▸ ACTIVITY:
Transcribe every record exactly.

(Collected data entries)
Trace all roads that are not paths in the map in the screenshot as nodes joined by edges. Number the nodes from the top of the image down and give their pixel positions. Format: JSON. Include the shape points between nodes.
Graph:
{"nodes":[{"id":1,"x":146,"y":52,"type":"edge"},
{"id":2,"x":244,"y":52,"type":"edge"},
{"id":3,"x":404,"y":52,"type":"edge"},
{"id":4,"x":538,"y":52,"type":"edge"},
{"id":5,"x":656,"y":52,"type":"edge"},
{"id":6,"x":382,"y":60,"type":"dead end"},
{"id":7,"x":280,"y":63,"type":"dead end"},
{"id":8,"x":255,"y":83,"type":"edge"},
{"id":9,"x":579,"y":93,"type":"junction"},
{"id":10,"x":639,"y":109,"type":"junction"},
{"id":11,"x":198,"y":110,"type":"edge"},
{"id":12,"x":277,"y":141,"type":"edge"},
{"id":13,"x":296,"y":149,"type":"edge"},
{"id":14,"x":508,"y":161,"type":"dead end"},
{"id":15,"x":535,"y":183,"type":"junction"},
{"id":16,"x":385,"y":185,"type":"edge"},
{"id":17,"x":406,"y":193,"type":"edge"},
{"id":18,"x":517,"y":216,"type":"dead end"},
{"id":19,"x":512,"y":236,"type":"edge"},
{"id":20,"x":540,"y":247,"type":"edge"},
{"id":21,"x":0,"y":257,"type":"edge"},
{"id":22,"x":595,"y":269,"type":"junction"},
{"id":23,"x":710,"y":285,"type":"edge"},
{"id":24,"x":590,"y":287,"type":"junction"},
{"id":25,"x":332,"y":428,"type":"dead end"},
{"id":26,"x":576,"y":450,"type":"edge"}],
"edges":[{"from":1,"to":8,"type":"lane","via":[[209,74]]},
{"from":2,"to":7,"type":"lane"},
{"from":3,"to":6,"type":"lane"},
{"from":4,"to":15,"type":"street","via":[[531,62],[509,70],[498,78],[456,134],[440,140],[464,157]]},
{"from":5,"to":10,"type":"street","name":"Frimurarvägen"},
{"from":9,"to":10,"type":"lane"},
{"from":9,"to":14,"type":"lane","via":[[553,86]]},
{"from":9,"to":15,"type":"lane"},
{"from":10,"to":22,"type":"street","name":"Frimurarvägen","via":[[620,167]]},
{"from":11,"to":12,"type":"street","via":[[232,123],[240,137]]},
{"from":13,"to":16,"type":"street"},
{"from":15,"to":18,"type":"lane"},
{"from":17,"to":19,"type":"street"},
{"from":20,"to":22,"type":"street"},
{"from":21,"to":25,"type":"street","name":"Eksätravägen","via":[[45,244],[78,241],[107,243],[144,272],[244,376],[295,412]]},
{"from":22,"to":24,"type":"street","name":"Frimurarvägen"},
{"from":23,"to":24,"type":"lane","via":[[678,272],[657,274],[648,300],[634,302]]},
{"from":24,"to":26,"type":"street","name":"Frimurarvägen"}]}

▸ ANSWER TO THE EXERCISE:
Trace all roads that are not paths in the map in the screenshot as nodes joined by edges. Number the nodes from the top of the image down and give their pixel positions. Format: JSON. Include the shape points between nodes.
Graph:
{"nodes":[{"id":1,"x":146,"y":52,"type":"edge"},
{"id":2,"x":244,"y":52,"type":"edge"},
{"id":3,"x":404,"y":52,"type":"edge"},
{"id":4,"x":538,"y":52,"type":"edge"},
{"id":5,"x":656,"y":52,"type":"edge"},
{"id":6,"x":382,"y":60,"type":"dead end"},
{"id":7,"x":280,"y":63,"type":"dead end"},
{"id":8,"x":255,"y":83,"type":"edge"},
{"id":9,"x":579,"y":93,"type":"junction"},
{"id":10,"x":639,"y":109,"type":"junction"},
{"id":11,"x":198,"y":110,"type":"edge"},
{"id":12,"x":277,"y":141,"type":"edge"},
{"id":13,"x":296,"y":149,"type":"edge"},
{"id":14,"x":508,"y":161,"type":"dead end"},
{"id":15,"x":535,"y":183,"type":"junction"},
{"id":16,"x":385,"y":185,"type":"edge"},
{"id":17,"x":406,"y":193,"type":"edge"},
{"id":18,"x":517,"y":216,"type":"dead end"},
{"id":19,"x":512,"y":236,"type":"edge"},
{"id":20,"x":540,"y":247,"type":"edge"},
{"id":21,"x":0,"y":257,"type":"edge"},
{"id":22,"x":595,"y":269,"type":"junction"},
{"id":23,"x":710,"y":285,"type":"edge"},
{"id":24,"x":590,"y":287,"type":"junction"},
{"id":25,"x":332,"y":428,"type":"dead end"},
{"id":26,"x":576,"y":450,"type":"edge"}],
"edges":[{"from":1,"to":8,"type":"lane","via":[[209,74]]},
{"from":2,"to":7,"type":"lane"},
{"from":3,"to":6,"type":"lane"},
{"from":4,"to":15,"type":"street","via":[[531,62],[509,70],[498,78],[456,134],[440,140],[464,157]]},
{"from":5,"to":10,"type":"street","name":"Frimurarvägen"},
{"from":9,"to":10,"type":"lane"},
{"from":9,"to":14,"type":"lane","via":[[553,86]]},
{"from":9,"to":15,"type":"lane"},
{"from":10,"to":22,"type":"street","name":"Frimurarvägen","via":[[620,167]]},
{"from":11,"to":12,"type":"street","via":[[232,123],[240,137]]},
{"from":13,"to":16,"type":"street"},
{"from":15,"to":18,"type":"lane"},
{"from":17,"to":19,"type":"street"},
{"from":20,"to":22,"type":"street"},
{"from":21,"to":25,"type":"street","name":"Eksätravägen","via":[[45,244],[78,241],[107,243],[144,272],[244,376],[295,412]]},
{"from":22,"to":24,"type":"street","name":"Frimurarvägen"},
{"from":23,"to":24,"type":"lane","via":[[678,272],[657,274],[648,300],[634,302]]},
{"from":24,"to":26,"type":"street","name":"Frimurarvägen"}]}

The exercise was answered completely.